The Democratic Republic of the Congo will lift a ban on mining in its eastern provinces that it imposed in September to try to cut off funding to armed groups. The decision came just one day after an attack against the Kinshasa residence of President Joseph Kabila.
“The timing of the lifting of the ban was interesting coming a day after the coup attempt,” Mark Schroeder, director of sub-Saharan Africa at Stratfor, a global intelligence company, said in an interview from his office in Austin, Texas.
No one is clear on who was behind the armed attack on Sunday Feb. 27 and there is no shortage of suspects within and outside the country, but one theory Schroeder believes holds water is that the assailants may have included disgruntled members of the poorly paid armed forces — angry about the ban that interfered with their ability to profit from mineral extraction in the resource-rich eastern provinces of North Kivu, South Kivu and Maniema.
“Soldiers are not getting well paid to begin with, and irregularly at best,” he says. “Military units that have been deployed in the eastern Congo have a pretty extensive presence there and they have grown quite happy extending their influence over mining and minerals and have grown rich….this ban really cramped their style.”
Lambert Mende, the country’s minister of information and media, apparently described the assault as a “terrorist attack” and “not a coup d’etat,” according to Bloomberg news reports.
Presidential elections are slated for November.

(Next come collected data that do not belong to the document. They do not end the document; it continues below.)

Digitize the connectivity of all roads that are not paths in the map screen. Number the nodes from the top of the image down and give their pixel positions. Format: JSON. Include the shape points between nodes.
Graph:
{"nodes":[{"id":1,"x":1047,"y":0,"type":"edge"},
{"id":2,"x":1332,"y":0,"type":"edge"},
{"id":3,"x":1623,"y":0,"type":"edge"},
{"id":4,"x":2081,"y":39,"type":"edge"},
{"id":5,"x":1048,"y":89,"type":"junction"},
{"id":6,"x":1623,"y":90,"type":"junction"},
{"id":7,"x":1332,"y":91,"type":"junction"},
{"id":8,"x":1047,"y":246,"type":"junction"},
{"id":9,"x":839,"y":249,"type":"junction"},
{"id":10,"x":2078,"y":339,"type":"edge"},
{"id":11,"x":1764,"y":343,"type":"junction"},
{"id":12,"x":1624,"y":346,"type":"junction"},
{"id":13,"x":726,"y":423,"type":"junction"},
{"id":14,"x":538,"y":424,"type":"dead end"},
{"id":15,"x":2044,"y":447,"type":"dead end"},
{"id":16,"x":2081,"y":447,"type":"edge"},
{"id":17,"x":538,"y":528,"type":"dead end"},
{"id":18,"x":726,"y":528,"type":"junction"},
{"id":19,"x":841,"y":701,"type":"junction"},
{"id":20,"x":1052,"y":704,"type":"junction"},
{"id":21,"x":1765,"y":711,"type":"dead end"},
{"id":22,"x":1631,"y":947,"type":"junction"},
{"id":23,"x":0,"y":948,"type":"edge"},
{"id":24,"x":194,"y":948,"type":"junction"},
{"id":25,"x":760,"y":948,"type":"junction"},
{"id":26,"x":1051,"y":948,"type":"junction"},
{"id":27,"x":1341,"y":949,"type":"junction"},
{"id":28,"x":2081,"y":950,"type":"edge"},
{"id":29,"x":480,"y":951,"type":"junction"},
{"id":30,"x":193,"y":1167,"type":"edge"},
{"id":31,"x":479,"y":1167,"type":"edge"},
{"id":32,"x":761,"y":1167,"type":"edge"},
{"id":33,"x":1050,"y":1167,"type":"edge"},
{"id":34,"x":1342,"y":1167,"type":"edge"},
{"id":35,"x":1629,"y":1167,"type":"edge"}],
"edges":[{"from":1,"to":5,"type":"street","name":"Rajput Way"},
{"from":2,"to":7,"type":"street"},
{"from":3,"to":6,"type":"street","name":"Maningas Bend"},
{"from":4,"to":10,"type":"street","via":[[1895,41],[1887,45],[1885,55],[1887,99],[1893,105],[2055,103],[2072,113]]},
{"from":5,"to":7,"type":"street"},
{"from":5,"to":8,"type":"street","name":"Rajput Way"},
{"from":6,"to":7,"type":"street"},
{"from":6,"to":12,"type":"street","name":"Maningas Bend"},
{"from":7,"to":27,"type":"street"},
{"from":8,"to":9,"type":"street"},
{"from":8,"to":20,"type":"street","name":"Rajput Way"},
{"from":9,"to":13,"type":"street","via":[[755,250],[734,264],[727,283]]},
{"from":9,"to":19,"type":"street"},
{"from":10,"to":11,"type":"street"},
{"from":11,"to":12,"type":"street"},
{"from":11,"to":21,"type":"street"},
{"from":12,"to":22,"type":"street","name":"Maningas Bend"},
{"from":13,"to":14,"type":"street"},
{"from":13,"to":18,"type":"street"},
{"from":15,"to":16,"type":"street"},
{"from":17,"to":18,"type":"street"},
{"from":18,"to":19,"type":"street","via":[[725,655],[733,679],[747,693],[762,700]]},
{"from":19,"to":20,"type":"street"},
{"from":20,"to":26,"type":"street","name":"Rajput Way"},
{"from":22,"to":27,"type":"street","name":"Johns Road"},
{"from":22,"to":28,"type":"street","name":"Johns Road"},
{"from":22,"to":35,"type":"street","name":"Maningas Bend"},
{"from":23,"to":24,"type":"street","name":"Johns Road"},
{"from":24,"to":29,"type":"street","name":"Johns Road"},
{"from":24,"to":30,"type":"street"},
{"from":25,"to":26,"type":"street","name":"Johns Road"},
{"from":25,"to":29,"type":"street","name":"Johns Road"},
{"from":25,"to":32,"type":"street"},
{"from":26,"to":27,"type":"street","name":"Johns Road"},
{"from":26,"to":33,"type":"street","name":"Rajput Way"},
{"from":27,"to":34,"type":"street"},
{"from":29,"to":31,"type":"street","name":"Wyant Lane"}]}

Kabila came to power in 2001 after his father, Laurent Desire Kabila was assassinated.
Schroeder notes that the Kabila government’s attempts to tighten its control over the country have pitted it against many entrenched interests.
“Efforts by the Kabila government to impose some stronger control over that very vast central African country runs them up against localized and regionalized interests who have been quite happy doing what they want with these minerals,” Schroeder explains. “In the last year or so he has been trying to get a better grip over the country and recentralize government control but that’s a massive undertaking and he understands there’s going to be some risks involved in that.”
Schroeder does not believe the attack was part of a larger groundswell of popular unrest against dictators that has swept Tunisia, Libya and Egypt.
“I wouldn’t say that Congo is all that vulnerable to that kind of popular uprising or protest,” he says. “The population is really spread out and it’s difficult for people to rise up and protest there. And Kabila is decently popular.”
At the same time, however, the country “is always vulnerable to insurrections by armed forces, whether they are domestic insurgent groups or insurgent groups supported by neighbouring interests that aren’t happy with Congo’s behaviour.”